- **Work item**
Output every entry exactly as it appears.

- **Data section**
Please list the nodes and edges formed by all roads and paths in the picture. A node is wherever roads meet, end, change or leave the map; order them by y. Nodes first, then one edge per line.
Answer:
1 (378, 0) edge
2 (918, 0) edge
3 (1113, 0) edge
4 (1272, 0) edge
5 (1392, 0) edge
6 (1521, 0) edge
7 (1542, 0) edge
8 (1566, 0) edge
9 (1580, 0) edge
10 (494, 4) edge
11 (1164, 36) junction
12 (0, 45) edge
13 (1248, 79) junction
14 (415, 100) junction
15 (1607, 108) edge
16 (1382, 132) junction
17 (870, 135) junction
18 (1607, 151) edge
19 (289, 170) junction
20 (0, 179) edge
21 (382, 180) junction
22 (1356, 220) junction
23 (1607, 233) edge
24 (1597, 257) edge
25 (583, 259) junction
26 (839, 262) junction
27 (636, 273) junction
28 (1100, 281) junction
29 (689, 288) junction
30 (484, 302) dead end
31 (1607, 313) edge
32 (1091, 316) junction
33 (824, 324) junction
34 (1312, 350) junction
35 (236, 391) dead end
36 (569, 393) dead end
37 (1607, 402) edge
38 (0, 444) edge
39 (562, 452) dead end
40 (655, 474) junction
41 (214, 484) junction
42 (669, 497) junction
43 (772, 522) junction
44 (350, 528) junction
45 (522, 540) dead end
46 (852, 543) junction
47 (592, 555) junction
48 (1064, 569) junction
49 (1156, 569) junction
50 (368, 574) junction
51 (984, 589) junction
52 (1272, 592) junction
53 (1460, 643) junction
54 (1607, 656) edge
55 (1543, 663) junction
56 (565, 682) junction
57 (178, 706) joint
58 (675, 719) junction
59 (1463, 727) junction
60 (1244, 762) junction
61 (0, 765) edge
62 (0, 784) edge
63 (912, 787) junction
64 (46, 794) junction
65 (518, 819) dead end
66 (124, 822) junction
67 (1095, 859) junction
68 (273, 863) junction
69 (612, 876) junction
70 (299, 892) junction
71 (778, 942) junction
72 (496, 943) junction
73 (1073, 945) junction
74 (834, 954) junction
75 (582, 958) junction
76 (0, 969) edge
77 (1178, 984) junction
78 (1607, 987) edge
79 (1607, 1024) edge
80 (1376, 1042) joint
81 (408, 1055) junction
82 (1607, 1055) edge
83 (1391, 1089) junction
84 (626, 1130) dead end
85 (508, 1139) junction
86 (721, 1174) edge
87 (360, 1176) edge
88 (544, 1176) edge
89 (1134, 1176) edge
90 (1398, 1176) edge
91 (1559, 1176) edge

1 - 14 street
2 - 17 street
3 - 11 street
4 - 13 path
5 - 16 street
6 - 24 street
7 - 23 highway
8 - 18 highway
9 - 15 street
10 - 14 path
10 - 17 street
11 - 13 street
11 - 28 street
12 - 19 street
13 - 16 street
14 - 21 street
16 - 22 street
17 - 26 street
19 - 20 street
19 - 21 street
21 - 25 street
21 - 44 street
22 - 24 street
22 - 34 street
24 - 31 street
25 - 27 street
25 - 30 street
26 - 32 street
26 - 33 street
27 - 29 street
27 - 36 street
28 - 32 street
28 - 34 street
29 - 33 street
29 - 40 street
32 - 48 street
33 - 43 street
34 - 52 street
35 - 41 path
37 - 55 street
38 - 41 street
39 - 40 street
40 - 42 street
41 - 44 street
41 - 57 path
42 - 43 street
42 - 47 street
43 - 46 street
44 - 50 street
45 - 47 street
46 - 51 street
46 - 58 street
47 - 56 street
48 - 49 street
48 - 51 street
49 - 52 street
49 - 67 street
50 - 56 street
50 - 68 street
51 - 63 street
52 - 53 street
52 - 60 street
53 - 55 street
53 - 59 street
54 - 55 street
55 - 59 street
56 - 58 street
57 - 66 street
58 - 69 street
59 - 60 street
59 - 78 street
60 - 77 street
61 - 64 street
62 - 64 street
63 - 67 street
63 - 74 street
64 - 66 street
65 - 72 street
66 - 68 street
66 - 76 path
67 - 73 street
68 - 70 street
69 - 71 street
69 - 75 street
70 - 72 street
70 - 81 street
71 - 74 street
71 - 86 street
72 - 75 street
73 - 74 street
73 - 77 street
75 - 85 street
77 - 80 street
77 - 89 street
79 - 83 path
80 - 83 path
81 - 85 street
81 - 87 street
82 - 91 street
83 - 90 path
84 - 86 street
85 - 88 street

- **Written answer**
Please list the nodes and edges formed by all roads and paths in the picture. A node is wherever roads meet, end, change or leave the map; order them by y. Nodes first, then one edge per line.
Answer:
1 (378, 0) edge
2 (918, 0) edge
3 (1113, 0) edge
4 (1272, 0) edge
5 (1392, 0) edge
6 (1521, 0) edge
7 (1542, 0) edge
8 (1566, 0) edge
9 (1580, 0) edge
10 (494, 4) edge
11 (1164, 36) junction
12 (0, 45) edge
13 (1248, 79) junction
14 (415, 100) junction
15 (1607, 108) edge
16 (1382, 132) junction
17 (870, 135) junction
18 (1607, 151) edge
19 (289, 170) junction
20 (0, 179) edge
21 (382, 180) junction
22 (1356, 220) junction
23 (1607, 233) edge
24 (1597, 257) edge
25 (583, 259) junction
26 (839, 262) junction
27 (636, 273) junction
28 (1100, 281) junction
29 (689, 288) junction
30 (484, 302) dead end
31 (1607, 313) edge
32 (1091, 316) junction
33 (824, 324) junction
34 (1312, 350) junction
35 (236, 391) dead end
36 (569, 393) dead end
37 (1607, 402) edge
38 (0, 444) edge
39 (562, 452) dead end
40 (655, 474) junction
41 (214, 484) junction
42 (669, 497) junction
43 (772, 522) junction
44 (350, 528) junction
45 (522, 540) dead end
46 (852, 543) junction
47 (592, 555) junction
48 (1064, 569) junction
49 (1156, 569) junction
50 (368, 574) junction
51 (984, 589) junction
52 (1272, 592) junction
53 (1460, 643) junction
54 (1607, 656) edge
55 (1543, 663) junction
56 (565, 682) junction
57 (178, 706) joint
58 (675, 719) junction
59 (1463, 727) junction
60 (1244, 762) junction
61 (0, 765) edge
62 (0, 784) edge
63 (912, 787) junction
64 (46, 794) junction
65 (518, 819) dead end
66 (124, 822) junction
67 (1095, 859) junction
68 (273, 863) junction
69 (612, 876) junction
70 (299, 892) junction
71 (778, 942) junction
72 (496, 943) junction
73 (1073, 945) junction
74 (834, 954) junction
75 (582, 958) junction
76 (0, 969) edge
77 (1178, 984) junction
78 (1607, 987) edge
79 (1607, 1024) edge
80 (1376, 1042) joint
81 (408, 1055) junction
82 (1607, 1055) edge
83 (1391, 1089) junction
84 (626, 1130) dead end
85 (508, 1139) junction
86 (721, 1174) edge
87 (360, 1176) edge
88 (544, 1176) edge
89 (1134, 1176) edge
90 (1398, 1176) edge
91 (1559, 1176) edge

1 - 14 street
2 - 17 street
3 - 11 street
4 - 13 path
5 - 16 street
6 - 24 street
7 - 23 highway
8 - 18 highway
9 - 15 street
10 - 14 path
10 - 17 street
11 - 13 street
11 - 28 street
12 - 19 street
13 - 16 street
14 - 21 street
16 - 22 street
17 - 26 street
19 - 20 street
19 - 21 street
21 - 25 street
21 - 44 street
22 - 24 street
22 - 34 street
24 - 31 street
25 - 27 street
25 - 30 street
26 - 32 street
26 - 33 street
27 - 29 street
27 - 36 street
28 - 32 street
28 - 34 street
29 - 33 street
29 - 40 street
32 - 48 street
33 - 43 street
34 - 52 street
35 - 41 path
37 - 55 street
38 - 41 street
39 - 40 street
40 - 42 street
41 - 44 street
41 - 57 path
42 - 43 street
42 - 47 street
43 - 46 street
44 - 50 street
45 - 47 street
46 - 51 street
46 - 58 street
47 - 56 street
48 - 49 street
48 - 51 street
49 - 52 street
49 - 67 street
50 - 56 street
50 - 68 street
51 - 63 street
52 - 53 street
52 - 60 street
53 - 55 street
53 - 59 street
54 - 55 street
55 - 59 street
56 - 58 street
57 - 66 street
58 - 69 street
59 - 60 street
59 - 78 street
60 - 77 street
61 - 64 street
62 - 64 street
63 - 67 street
63 - 74 street
64 - 66 street
65 - 72 street
66 - 68 street
66 - 76 path
67 - 73 street
68 - 70 street
69 - 71 street
69 - 75 street
70 - 72 street
70 - 81 street
71 - 74 street
71 - 86 street
72 - 75 street
73 - 74 street
73 - 77 street
75 - 85 street
77 - 80 street
77 - 89 street
79 - 83 path
80 - 83 path
81 - 85 street
81 - 87 street
82 - 91 street
83 - 90 path
84 - 86 street
85 - 88 street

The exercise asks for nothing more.